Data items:
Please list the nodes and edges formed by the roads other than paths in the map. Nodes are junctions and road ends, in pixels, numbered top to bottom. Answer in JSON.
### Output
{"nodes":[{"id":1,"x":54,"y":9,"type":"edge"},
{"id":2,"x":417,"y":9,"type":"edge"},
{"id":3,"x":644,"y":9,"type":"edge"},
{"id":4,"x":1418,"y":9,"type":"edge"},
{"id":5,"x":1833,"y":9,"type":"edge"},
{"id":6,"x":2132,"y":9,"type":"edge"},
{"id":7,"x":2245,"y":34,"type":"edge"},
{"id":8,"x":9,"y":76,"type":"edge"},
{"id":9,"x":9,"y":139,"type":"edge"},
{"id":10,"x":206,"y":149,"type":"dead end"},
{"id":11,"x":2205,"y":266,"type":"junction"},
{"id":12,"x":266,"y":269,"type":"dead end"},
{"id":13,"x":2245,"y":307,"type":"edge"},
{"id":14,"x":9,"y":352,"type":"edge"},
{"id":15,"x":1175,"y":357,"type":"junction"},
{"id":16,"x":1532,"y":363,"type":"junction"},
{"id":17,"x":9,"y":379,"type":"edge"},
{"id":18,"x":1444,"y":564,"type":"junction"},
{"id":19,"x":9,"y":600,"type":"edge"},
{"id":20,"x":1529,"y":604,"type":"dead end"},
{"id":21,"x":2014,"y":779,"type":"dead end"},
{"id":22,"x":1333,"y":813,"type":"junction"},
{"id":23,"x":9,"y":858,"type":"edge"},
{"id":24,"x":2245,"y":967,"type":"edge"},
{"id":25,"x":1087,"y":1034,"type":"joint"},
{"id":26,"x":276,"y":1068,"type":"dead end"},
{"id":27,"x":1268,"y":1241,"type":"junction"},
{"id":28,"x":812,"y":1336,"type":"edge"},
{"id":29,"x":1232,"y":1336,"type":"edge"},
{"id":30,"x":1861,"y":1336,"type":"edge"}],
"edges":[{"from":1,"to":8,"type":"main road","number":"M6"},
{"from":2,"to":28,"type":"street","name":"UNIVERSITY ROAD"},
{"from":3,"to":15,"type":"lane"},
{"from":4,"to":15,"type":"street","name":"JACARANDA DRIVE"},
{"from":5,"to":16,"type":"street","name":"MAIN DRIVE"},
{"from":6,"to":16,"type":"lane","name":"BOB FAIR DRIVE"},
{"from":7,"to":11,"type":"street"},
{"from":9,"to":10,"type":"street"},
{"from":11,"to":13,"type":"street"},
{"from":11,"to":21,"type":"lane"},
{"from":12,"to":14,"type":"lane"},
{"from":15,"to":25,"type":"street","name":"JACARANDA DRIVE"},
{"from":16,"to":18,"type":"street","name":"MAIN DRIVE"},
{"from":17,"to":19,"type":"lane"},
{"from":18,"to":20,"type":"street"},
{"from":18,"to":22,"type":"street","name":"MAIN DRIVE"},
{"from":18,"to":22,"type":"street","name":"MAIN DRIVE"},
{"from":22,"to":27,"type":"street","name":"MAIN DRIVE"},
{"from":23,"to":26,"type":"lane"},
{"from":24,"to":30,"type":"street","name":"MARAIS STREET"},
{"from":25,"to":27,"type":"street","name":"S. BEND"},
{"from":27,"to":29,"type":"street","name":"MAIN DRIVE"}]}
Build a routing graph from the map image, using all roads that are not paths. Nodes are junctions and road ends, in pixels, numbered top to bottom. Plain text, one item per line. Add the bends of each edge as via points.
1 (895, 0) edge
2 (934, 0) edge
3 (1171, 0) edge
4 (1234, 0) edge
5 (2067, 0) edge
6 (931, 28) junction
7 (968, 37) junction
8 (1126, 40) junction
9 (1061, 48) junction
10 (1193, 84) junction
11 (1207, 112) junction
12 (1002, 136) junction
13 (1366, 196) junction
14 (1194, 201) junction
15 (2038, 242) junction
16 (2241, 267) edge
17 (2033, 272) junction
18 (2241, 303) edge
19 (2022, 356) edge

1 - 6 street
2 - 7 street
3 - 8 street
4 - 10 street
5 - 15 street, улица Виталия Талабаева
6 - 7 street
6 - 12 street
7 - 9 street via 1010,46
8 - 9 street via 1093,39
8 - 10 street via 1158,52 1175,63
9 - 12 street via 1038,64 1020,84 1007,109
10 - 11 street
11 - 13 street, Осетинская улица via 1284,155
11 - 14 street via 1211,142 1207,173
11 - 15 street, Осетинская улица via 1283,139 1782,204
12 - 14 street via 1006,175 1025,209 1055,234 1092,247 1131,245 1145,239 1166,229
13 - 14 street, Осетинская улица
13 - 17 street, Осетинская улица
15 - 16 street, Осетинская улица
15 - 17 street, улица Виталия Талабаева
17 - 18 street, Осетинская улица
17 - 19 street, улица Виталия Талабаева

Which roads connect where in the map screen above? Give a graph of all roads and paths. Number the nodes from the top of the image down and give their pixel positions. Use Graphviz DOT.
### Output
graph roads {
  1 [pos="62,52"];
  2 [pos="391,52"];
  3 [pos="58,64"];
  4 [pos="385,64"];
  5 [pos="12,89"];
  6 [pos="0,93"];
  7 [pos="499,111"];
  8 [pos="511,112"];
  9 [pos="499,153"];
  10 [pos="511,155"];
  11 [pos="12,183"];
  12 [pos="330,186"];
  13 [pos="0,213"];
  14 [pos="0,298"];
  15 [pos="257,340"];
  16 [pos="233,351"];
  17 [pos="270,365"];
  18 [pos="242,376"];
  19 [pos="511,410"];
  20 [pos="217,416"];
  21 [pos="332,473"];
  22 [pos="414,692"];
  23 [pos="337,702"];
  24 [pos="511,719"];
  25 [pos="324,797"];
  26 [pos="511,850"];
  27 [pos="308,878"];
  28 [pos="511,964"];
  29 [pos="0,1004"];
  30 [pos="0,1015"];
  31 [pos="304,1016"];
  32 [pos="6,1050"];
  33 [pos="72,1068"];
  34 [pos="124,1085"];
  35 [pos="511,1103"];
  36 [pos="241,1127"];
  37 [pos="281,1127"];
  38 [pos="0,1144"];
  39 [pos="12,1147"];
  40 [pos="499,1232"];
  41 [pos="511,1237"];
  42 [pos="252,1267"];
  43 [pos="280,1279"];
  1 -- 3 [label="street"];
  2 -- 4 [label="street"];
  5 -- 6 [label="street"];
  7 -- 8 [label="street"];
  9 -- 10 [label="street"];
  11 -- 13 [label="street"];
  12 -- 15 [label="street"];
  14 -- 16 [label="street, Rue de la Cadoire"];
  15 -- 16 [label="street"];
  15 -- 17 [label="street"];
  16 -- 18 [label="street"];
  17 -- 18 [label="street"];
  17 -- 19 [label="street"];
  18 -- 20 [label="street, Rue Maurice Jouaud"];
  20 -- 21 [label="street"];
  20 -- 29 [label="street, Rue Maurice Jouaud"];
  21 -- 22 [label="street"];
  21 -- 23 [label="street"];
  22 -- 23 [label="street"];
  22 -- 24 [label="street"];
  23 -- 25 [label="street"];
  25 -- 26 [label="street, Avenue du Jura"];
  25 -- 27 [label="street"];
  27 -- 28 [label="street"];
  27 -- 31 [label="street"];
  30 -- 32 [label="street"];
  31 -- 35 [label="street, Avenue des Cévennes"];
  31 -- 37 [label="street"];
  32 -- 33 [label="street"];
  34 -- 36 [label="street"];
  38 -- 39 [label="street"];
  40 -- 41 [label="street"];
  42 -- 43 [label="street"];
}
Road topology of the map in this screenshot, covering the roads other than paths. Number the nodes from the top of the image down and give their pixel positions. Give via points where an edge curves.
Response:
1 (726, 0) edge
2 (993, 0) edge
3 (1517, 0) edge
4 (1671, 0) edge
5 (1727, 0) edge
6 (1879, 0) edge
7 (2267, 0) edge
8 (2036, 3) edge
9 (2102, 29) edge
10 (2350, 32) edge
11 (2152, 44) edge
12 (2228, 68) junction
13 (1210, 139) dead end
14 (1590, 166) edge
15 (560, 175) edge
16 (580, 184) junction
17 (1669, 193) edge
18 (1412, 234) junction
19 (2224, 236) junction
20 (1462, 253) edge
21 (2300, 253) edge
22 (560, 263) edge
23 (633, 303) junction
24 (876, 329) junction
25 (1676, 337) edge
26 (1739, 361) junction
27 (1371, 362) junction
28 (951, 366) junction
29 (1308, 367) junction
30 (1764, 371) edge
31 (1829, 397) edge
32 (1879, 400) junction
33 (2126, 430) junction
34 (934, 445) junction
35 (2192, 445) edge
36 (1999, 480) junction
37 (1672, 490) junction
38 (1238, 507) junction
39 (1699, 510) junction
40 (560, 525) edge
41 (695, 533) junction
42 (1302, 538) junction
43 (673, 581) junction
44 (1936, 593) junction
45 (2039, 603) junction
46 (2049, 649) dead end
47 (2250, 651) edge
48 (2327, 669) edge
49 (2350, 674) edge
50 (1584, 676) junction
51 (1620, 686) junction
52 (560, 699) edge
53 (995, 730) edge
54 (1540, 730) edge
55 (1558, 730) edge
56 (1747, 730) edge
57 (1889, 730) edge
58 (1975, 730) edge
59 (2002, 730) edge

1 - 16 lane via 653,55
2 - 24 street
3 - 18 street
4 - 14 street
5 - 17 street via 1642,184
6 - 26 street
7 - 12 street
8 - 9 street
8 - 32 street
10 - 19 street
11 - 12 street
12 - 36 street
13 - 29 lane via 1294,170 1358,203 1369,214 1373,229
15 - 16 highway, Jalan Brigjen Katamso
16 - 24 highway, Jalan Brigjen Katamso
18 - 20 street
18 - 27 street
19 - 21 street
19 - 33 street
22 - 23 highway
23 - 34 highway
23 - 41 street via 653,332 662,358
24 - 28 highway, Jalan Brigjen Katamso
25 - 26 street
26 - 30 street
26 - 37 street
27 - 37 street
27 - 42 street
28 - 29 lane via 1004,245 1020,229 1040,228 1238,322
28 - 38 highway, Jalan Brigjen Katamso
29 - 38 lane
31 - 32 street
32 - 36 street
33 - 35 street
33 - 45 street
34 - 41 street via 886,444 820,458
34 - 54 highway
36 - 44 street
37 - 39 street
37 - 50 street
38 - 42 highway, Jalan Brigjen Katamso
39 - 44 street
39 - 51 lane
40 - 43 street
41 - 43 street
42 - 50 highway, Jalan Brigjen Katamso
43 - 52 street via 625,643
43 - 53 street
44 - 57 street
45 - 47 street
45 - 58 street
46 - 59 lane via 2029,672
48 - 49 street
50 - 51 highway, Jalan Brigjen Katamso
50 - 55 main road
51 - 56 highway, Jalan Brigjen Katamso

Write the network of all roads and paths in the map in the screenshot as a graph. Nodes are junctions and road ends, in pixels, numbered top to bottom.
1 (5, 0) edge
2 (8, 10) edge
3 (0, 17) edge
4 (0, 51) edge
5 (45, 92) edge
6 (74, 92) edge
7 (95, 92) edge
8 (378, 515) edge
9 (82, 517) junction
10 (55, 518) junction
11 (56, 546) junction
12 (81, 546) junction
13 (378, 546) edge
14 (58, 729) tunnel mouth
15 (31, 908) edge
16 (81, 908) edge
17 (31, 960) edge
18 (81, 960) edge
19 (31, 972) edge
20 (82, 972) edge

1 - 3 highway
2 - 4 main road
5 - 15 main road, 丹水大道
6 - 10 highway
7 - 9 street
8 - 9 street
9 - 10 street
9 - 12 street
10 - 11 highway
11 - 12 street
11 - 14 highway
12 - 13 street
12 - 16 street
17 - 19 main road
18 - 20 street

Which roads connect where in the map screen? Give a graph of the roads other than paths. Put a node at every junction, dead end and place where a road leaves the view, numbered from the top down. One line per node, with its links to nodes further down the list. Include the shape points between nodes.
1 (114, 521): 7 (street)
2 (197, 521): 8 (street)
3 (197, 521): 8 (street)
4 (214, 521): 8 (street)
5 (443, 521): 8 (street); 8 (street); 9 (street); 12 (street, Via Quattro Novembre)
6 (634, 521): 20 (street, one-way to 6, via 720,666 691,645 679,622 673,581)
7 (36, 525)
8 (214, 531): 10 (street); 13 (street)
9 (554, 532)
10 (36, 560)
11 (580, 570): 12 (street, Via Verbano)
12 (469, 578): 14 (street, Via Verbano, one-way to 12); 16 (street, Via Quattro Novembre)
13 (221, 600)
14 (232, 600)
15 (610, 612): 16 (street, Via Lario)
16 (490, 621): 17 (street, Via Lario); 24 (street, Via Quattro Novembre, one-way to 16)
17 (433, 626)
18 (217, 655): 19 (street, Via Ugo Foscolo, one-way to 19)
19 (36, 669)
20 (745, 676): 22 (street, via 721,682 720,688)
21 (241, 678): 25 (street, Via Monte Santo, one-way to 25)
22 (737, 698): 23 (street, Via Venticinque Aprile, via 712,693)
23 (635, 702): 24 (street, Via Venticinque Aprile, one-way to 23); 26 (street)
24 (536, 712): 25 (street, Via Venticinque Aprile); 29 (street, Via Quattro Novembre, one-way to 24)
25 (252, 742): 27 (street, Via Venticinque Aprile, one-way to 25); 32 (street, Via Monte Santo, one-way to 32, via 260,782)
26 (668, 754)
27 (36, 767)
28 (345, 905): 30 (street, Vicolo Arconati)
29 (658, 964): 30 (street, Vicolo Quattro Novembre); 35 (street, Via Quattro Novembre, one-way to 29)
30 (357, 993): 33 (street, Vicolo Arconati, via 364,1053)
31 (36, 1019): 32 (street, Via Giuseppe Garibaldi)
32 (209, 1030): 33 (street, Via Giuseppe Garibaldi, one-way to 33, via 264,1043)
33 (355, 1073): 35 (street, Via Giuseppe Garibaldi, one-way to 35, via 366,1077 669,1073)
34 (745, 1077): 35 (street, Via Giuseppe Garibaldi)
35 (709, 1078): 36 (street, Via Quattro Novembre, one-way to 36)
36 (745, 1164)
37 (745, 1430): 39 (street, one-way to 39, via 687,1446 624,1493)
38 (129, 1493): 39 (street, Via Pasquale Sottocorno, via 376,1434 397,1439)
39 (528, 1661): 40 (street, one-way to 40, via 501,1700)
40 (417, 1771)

→ Work instructions
Where does the word "Vicolo" occur in the records? Return every line that holds it.

→ Reply to the exercise
28 (345, 905): 30 (street, Vicolo Arconati)
29 (658, 964): 30 (street, Vicolo Quattro Novembre); 35 (street, Via Quattro Novembre, one-way to 29)
30 (357, 993): 33 (street, Vicolo Arconati, via 364,1053)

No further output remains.